-- Provided records follows --

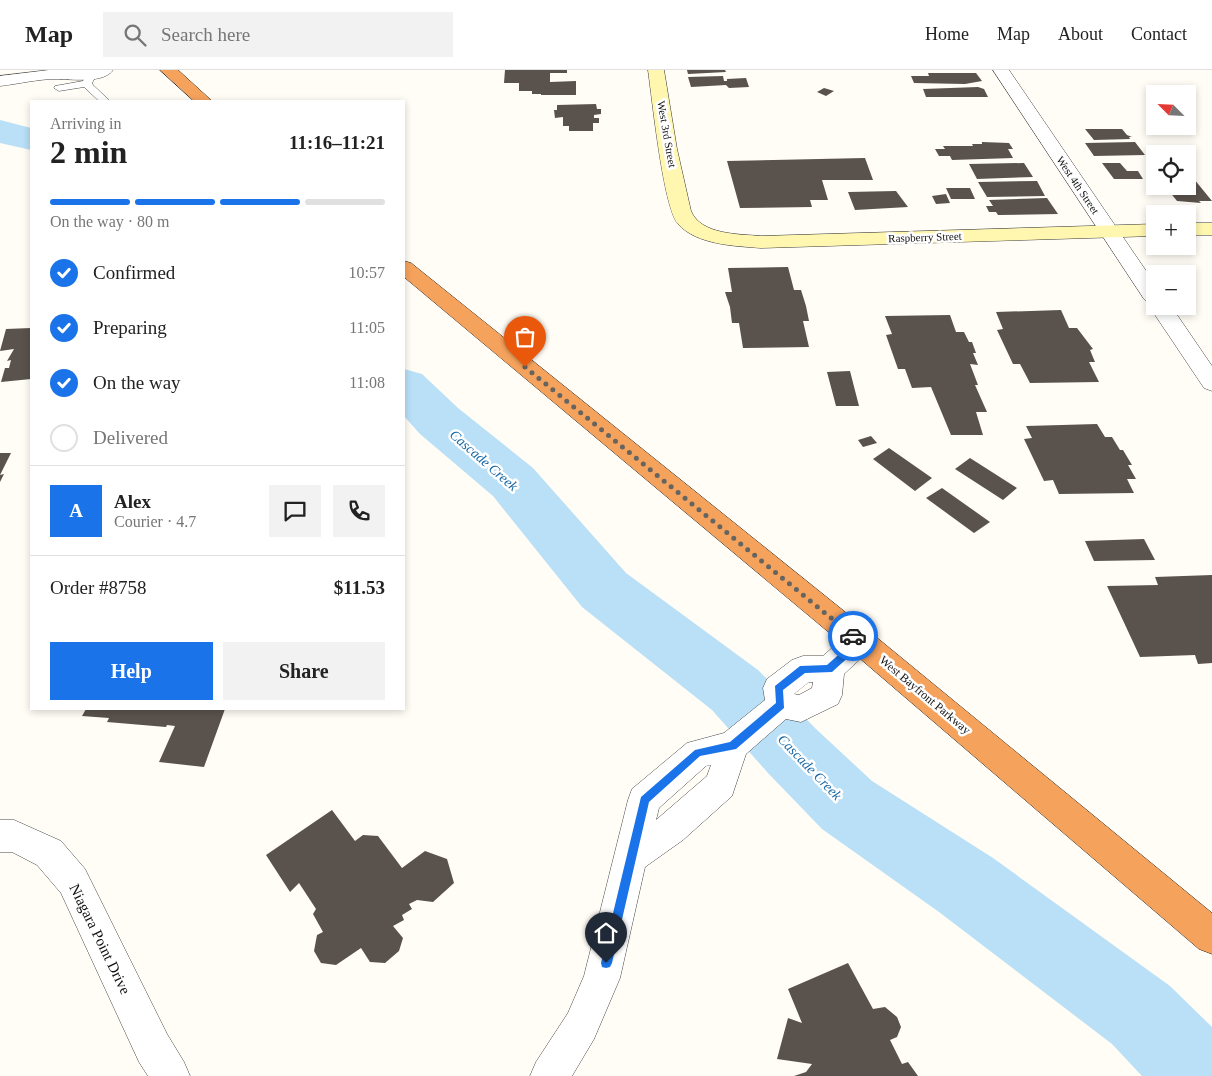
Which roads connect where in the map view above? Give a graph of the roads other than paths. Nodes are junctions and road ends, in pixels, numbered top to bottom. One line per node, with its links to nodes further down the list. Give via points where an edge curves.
1 (168, 70): 9 (highway)
2 (656, 70): 10 (street, West 3rd Street, via 678,198 684,219)
3 (1002, 70): 13 (street, West 4th Street)
4 (95, 76): 5 (street); 8 (lane, via 89,87)
5 (58, 77): 6 (street); 7 (lane)
6 (0, 81)
7 (56, 100)
8 (104, 100)
9 (203, 100)
10 (697, 228): 13 (street, Raspberry Street, via 722,237 761,242)
11 (1196, 229): 12 (street)
12 (1212, 229)
13 (1108, 230): 14 (street, Raspberry Street); 16 (street, West 4th Street)
14 (1146, 230)
15 (405, 268): 19 (highway, West Bayfront Parkway)
16 (1146, 286)
17 (1166, 315): 18 (street)
18 (1212, 382)
19 (860, 641): 21 (highway, West Bayfront Parkway); 23 (street, via 829,669 827,695 800,709 781,705 732,746 721,784 671,829 631,857 602,978 581,1026)
20 (0, 836): 22 (street, Niagara Point Drive, via 14,836 49,853 73,881 152,1048)
21 (1212, 936)
22 (170, 1076)
23 (550, 1076)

-- Provided records concluded --

Your goal> Apart from the pictures, every line of the material above is to be returned word for word.

Solution>
Which roads connect where in the map view above? Give a graph of the roads other than paths. Nodes are junctions and road ends, in pixels, numbered top to bottom. One line per node, with its links to nodes further down the list. Give via points where an edge curves.
1 (168, 70): 9 (highway)
2 (656, 70): 10 (street, West 3rd Street, via 678,198 684,219)
3 (1002, 70): 13 (street, West 4th Street)
4 (95, 76): 5 (street); 8 (lane, via 89,87)
5 (58, 77): 6 (street); 7 (lane)
6 (0, 81)
7 (56, 100)
8 (104, 100)
9 (203, 100)
10 (697, 228): 13 (street, Raspberry Street, via 722,237 761,242)
11 (1196, 229): 12 (street)
12 (1212, 229)
13 (1108, 230): 14 (street, Raspberry Street); 16 (street, West 4th Street)
14 (1146, 230)
15 (405, 268): 19 (highway, West Bayfront Parkway)
16 (1146, 286)
17 (1166, 315): 18 (street)
18 (1212, 382)
19 (860, 641): 21 (highway, West Bayfront Parkway); 23 (street, via 829,669 827,695 800,709 781,705 732,746 721,784 671,829 631,857 602,978 581,1026)
20 (0, 836): 22 (street, Niagara Point Drive, via 14,836 49,853 73,881 152,1048)
21 (1212, 936)
22 (170, 1076)
23 (550, 1076)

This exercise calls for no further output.